TASK DESCRIPTION: Transcribe the records below exactly.

□ □ □ □

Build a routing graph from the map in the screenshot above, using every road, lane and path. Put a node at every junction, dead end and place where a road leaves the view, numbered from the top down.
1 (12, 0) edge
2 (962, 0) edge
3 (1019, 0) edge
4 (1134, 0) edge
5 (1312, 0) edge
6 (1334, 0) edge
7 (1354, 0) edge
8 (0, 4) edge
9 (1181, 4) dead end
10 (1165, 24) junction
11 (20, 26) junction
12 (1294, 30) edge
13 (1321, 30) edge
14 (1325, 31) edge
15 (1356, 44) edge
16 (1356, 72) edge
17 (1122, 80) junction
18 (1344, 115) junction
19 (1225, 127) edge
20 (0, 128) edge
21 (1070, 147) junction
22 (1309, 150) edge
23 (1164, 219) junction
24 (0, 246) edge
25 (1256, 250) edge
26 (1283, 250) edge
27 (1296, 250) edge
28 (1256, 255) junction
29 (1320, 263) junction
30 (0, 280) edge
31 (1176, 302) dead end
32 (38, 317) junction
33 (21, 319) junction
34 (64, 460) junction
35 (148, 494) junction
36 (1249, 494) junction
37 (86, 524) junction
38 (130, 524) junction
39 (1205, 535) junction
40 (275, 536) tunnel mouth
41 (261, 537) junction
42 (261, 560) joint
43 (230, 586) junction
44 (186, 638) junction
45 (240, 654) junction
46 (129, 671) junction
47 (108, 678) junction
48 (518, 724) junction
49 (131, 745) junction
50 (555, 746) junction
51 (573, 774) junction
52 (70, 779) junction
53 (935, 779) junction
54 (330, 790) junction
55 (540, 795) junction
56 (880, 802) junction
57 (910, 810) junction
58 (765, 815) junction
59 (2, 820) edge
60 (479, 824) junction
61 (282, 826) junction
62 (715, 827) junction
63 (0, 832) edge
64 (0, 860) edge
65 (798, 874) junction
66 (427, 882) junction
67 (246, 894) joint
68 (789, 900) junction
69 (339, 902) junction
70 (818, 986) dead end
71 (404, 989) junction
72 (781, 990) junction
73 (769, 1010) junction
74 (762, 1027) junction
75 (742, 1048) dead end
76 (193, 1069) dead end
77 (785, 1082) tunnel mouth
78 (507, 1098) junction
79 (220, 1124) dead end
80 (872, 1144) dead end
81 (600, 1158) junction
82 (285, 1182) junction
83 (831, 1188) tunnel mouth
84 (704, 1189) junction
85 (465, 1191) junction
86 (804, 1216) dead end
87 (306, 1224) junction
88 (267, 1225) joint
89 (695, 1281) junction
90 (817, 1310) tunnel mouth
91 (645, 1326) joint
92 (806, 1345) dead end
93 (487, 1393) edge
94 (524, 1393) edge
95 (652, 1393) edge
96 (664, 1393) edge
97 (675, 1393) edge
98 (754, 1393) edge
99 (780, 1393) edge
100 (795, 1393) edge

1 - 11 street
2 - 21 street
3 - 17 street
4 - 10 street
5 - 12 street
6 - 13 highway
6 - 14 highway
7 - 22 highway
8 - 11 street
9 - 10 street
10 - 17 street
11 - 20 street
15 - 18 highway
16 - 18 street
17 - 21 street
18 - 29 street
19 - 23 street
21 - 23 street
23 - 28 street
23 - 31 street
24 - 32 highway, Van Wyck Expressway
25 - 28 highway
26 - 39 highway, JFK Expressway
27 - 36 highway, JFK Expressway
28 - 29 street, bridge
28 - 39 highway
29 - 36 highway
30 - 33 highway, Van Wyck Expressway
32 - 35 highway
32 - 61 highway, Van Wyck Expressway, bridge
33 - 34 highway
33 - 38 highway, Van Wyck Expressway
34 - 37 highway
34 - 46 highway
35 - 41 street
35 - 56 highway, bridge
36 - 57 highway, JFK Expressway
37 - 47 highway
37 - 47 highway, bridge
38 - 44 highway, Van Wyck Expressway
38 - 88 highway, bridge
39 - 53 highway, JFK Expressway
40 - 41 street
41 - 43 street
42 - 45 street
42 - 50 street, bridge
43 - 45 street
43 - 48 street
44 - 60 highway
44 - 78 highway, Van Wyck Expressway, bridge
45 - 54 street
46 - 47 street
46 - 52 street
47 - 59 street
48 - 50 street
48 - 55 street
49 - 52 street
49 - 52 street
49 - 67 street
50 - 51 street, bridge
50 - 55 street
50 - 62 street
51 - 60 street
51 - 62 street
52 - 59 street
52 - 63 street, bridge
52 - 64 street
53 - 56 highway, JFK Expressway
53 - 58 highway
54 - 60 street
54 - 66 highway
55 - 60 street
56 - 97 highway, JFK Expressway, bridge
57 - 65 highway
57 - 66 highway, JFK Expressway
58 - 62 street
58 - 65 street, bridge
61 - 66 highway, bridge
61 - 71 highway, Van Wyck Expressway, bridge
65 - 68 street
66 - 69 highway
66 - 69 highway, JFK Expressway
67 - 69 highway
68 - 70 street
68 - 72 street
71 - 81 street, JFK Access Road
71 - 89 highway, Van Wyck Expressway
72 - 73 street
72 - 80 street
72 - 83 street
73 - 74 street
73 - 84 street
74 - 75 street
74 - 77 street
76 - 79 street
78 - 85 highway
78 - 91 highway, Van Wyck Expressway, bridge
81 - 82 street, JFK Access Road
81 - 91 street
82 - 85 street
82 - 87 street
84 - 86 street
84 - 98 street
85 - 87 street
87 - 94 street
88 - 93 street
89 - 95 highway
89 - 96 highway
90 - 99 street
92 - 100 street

□ □ □ □

SOLUTION FOR THIS EXERCISE:
Build a routing graph from the map in the screenshot above, using every road, lane and path. Put a node at every junction, dead end and place where a road leaves the view, numbered from the top down.
1 (12, 0) edge
2 (962, 0) edge
3 (1019, 0) edge
4 (1134, 0) edge
5 (1312, 0) edge
6 (1334, 0) edge
7 (1354, 0) edge
8 (0, 4) edge
9 (1181, 4) dead end
10 (1165, 24) junction
11 (20, 26) junction
12 (1294, 30) edge
13 (1321, 30) edge
14 (1325, 31) edge
15 (1356, 44) edge
16 (1356, 72) edge
17 (1122, 80) junction
18 (1344, 115) junction
19 (1225, 127) edge
20 (0, 128) edge
21 (1070, 147) junction
22 (1309, 150) edge
23 (1164, 219) junction
24 (0, 246) edge
25 (1256, 250) edge
26 (1283, 250) edge
27 (1296, 250) edge
28 (1256, 255) junction
29 (1320, 263) junction
30 (0, 280) edge
31 (1176, 302) dead end
32 (38, 317) junction
33 (21, 319) junction
34 (64, 460) junction
35 (148, 494) junction
36 (1249, 494) junction
37 (86, 524) junction
38 (130, 524) junction
39 (1205, 535) junction
40 (275, 536) tunnel mouth
41 (261, 537) junction
42 (261, 560) joint
43 (230, 586) junction
44 (186, 638) junction
45 (240, 654) junction
46 (129, 671) junction
47 (108, 678) junction
48 (518, 724) junction
49 (131, 745) junction
50 (555, 746) junction
51 (573, 774) junction
52 (70, 779) junction
53 (935, 779) junction
54 (330, 790) junction
55 (540, 795) junction
56 (880, 802) junction
57 (910, 810) junction
58 (765, 815) junction
59 (2, 820) edge
60 (479, 824) junction
61 (282, 826) junction
62 (715, 827) junction
63 (0, 832) edge
64 (0, 860) edge
65 (798, 874) junction
66 (427, 882) junction
67 (246, 894) joint
68 (789, 900) junction
69 (339, 902) junction
70 (818, 986) dead end
71 (404, 989) junction
72 (781, 990) junction
73 (769, 1010) junction
74 (762, 1027) junction
75 (742, 1048) dead end
76 (193, 1069) dead end
77 (785, 1082) tunnel mouth
78 (507, 1098) junction
79 (220, 1124) dead end
80 (872, 1144) dead end
81 (600, 1158) junction
82 (285, 1182) junction
83 (831, 1188) tunnel mouth
84 (704, 1189) junction
85 (465, 1191) junction
86 (804, 1216) dead end
87 (306, 1224) junction
88 (267, 1225) joint
89 (695, 1281) junction
90 (817, 1310) tunnel mouth
91 (645, 1326) joint
92 (806, 1345) dead end
93 (487, 1393) edge
94 (524, 1393) edge
95 (652, 1393) edge
96 (664, 1393) edge
97 (675, 1393) edge
98 (754, 1393) edge
99 (780, 1393) edge
100 (795, 1393) edge

1 - 11 street
2 - 21 street
3 - 17 street
4 - 10 street
5 - 12 street
6 - 13 highway
6 - 14 highway
7 - 22 highway
8 - 11 street
9 - 10 street
10 - 17 street
11 - 20 street
15 - 18 highway
16 - 18 street
17 - 21 street
18 - 29 street
19 - 23 street
21 - 23 street
23 - 28 street
23 - 31 street
24 - 32 highway, Van Wyck Expressway
25 - 28 highway
26 - 39 highway, JFK Expressway
27 - 36 highway, JFK Expressway
28 - 29 street, bridge
28 - 39 highway
29 - 36 highway
30 - 33 highway, Van Wyck Expressway
32 - 35 highway
32 - 61 highway, Van Wyck Expressway, bridge
33 - 34 highway
33 - 38 highway, Van Wyck Expressway
34 - 37 highway
34 - 46 highway
35 - 41 street
35 - 56 highway, bridge
36 - 57 highway, JFK Expressway
37 - 47 highway
37 - 47 highway, bridge
38 - 44 highway, Van Wyck Expressway
38 - 88 highway, bridge
39 - 53 highway, JFK Expressway
40 - 41 street
41 - 43 street
42 - 45 street
42 - 50 street, bridge
43 - 45 street
43 - 48 street
44 - 60 highway
44 - 78 highway, Van Wyck Expressway, bridge
45 - 54 street
46 - 47 street
46 - 52 street
47 - 59 street
48 - 50 street
48 - 55 street
49 - 52 street
49 - 52 street
49 - 67 street
50 - 51 street, bridge
50 - 55 street
50 - 62 street
51 - 60 street
51 - 62 street
52 - 59 street
52 - 63 street, bridge
52 - 64 street
53 - 56 highway, JFK Expressway
53 - 58 highway
54 - 60 street
54 - 66 highway
55 - 60 street
56 - 97 highway, JFK Expressway, bridge
57 - 65 highway
57 - 66 highway, JFK Expressway
58 - 62 street
58 - 65 street, bridge
61 - 66 highway, bridge
61 - 71 highway, Van Wyck Expressway, bridge
65 - 68 street
66 - 69 highway
66 - 69 highway, JFK Expressway
67 - 69 highway
68 - 70 street
68 - 72 street
71 - 81 street, JFK Access Road
71 - 89 highway, Van Wyck Expressway
72 - 73 street
72 - 80 street
72 - 83 street
73 - 74 street
73 - 84 street
74 - 75 street
74 - 77 street
76 - 79 street
78 - 85 highway
78 - 91 highway, Van Wyck Expressway, bridge
81 - 82 street, JFK Access Road
81 - 91 street
82 - 85 street
82 - 87 street
84 - 86 street
84 - 98 street
85 - 87 street
87 - 94 street
88 - 93 street
89 - 95 highway
89 - 96 highway
90 - 99 street
92 - 100 street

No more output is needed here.